=== EXERCISE DESCRIPTION ===
Would you give the number of lines in the entries that contain the word "dead"? Nothing else is needed.

BEGIN TASK DATA

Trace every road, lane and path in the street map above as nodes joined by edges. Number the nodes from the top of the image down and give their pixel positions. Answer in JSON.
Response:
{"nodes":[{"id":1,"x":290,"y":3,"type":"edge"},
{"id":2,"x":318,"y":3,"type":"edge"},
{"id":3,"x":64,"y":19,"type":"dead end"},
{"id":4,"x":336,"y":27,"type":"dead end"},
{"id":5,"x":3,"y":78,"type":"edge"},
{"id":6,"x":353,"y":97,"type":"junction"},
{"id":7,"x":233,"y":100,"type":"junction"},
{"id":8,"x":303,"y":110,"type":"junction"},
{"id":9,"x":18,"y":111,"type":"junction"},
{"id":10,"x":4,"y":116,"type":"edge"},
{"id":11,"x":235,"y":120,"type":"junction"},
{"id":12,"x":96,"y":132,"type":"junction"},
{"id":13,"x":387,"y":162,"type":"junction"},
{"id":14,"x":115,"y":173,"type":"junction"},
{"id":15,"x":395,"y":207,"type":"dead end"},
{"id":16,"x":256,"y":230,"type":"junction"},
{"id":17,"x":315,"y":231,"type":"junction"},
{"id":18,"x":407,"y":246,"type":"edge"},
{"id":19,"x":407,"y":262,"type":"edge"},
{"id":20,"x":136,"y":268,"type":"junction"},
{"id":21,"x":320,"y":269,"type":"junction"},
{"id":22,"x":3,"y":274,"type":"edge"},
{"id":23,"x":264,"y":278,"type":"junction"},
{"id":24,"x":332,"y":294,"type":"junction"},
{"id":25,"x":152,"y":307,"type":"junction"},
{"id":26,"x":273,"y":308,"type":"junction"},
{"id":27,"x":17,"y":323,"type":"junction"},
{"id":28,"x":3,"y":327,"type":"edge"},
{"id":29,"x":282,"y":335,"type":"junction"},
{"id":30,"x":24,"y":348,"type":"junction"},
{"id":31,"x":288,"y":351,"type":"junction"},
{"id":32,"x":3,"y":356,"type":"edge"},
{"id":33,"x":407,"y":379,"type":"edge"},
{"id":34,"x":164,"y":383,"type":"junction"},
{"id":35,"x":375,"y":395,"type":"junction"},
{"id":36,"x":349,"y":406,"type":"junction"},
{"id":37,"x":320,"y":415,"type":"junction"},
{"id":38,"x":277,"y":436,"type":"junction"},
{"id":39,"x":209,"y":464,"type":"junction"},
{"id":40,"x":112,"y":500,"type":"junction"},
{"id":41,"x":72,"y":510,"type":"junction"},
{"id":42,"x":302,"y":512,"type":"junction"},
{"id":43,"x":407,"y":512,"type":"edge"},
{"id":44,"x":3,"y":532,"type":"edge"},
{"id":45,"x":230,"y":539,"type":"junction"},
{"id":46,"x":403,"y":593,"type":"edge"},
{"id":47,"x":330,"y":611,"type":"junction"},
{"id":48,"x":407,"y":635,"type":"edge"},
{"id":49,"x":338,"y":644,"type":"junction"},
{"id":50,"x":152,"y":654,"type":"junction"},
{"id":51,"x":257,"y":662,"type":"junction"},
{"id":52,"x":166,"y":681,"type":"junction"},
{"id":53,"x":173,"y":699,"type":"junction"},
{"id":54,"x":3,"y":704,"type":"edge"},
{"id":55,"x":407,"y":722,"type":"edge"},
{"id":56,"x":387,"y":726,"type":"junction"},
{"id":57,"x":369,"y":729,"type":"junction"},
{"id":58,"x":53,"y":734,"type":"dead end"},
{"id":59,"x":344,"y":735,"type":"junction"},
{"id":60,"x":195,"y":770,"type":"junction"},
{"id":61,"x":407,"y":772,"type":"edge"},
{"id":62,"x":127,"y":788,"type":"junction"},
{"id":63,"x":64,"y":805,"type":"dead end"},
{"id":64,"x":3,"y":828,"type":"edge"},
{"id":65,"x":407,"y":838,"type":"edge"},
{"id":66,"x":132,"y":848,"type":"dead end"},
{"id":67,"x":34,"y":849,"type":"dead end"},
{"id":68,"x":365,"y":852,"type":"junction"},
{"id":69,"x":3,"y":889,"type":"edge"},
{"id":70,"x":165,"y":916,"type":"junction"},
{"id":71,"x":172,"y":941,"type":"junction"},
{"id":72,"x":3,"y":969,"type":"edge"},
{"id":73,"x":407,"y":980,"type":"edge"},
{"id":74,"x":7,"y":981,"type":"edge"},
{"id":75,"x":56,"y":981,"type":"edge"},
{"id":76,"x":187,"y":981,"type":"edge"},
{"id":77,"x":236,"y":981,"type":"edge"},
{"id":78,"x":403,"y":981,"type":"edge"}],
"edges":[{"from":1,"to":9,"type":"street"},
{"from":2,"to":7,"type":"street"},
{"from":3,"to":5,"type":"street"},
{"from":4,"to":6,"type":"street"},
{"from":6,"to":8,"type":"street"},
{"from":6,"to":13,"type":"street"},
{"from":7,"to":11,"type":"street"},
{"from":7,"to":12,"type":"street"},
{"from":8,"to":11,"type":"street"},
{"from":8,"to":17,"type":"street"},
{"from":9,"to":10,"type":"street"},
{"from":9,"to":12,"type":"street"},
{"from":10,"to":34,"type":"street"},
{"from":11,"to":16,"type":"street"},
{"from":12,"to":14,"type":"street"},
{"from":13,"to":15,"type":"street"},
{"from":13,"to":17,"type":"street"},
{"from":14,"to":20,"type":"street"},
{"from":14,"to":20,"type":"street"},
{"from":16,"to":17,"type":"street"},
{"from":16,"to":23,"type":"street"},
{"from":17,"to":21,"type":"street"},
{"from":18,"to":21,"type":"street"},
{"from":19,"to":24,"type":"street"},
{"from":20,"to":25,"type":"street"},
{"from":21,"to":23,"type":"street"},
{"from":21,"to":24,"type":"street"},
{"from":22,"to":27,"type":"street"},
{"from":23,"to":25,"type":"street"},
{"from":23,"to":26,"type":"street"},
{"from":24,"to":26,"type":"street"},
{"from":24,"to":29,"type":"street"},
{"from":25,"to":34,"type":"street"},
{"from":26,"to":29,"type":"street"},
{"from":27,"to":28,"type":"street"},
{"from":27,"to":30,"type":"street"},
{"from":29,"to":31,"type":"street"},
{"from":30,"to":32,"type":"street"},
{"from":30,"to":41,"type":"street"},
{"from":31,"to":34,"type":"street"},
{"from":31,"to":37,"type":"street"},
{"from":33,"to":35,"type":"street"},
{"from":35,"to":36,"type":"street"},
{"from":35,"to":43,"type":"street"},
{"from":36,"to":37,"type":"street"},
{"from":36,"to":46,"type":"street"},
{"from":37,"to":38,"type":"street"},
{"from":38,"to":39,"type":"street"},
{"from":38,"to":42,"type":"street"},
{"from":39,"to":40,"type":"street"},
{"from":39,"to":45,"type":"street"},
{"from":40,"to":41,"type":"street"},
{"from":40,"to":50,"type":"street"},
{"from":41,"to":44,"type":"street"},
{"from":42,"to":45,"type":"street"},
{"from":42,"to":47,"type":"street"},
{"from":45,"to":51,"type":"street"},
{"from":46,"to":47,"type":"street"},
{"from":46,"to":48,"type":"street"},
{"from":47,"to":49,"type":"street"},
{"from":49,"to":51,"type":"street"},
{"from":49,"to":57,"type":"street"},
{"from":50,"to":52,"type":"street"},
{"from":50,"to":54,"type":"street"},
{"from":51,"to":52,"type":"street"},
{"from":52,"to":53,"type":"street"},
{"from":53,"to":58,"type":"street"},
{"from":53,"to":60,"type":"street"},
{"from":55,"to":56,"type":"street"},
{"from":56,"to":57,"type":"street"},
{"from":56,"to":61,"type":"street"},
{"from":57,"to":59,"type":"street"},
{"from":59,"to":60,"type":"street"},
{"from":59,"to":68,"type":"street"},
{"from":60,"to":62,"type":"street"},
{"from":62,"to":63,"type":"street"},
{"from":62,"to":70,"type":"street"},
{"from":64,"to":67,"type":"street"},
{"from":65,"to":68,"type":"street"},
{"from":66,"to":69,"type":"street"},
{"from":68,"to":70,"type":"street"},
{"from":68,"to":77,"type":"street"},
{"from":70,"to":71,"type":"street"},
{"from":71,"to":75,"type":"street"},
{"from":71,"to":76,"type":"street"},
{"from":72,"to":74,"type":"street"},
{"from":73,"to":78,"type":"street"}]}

END TASK DATA

=== OUTPUT OF THE TASK ===
7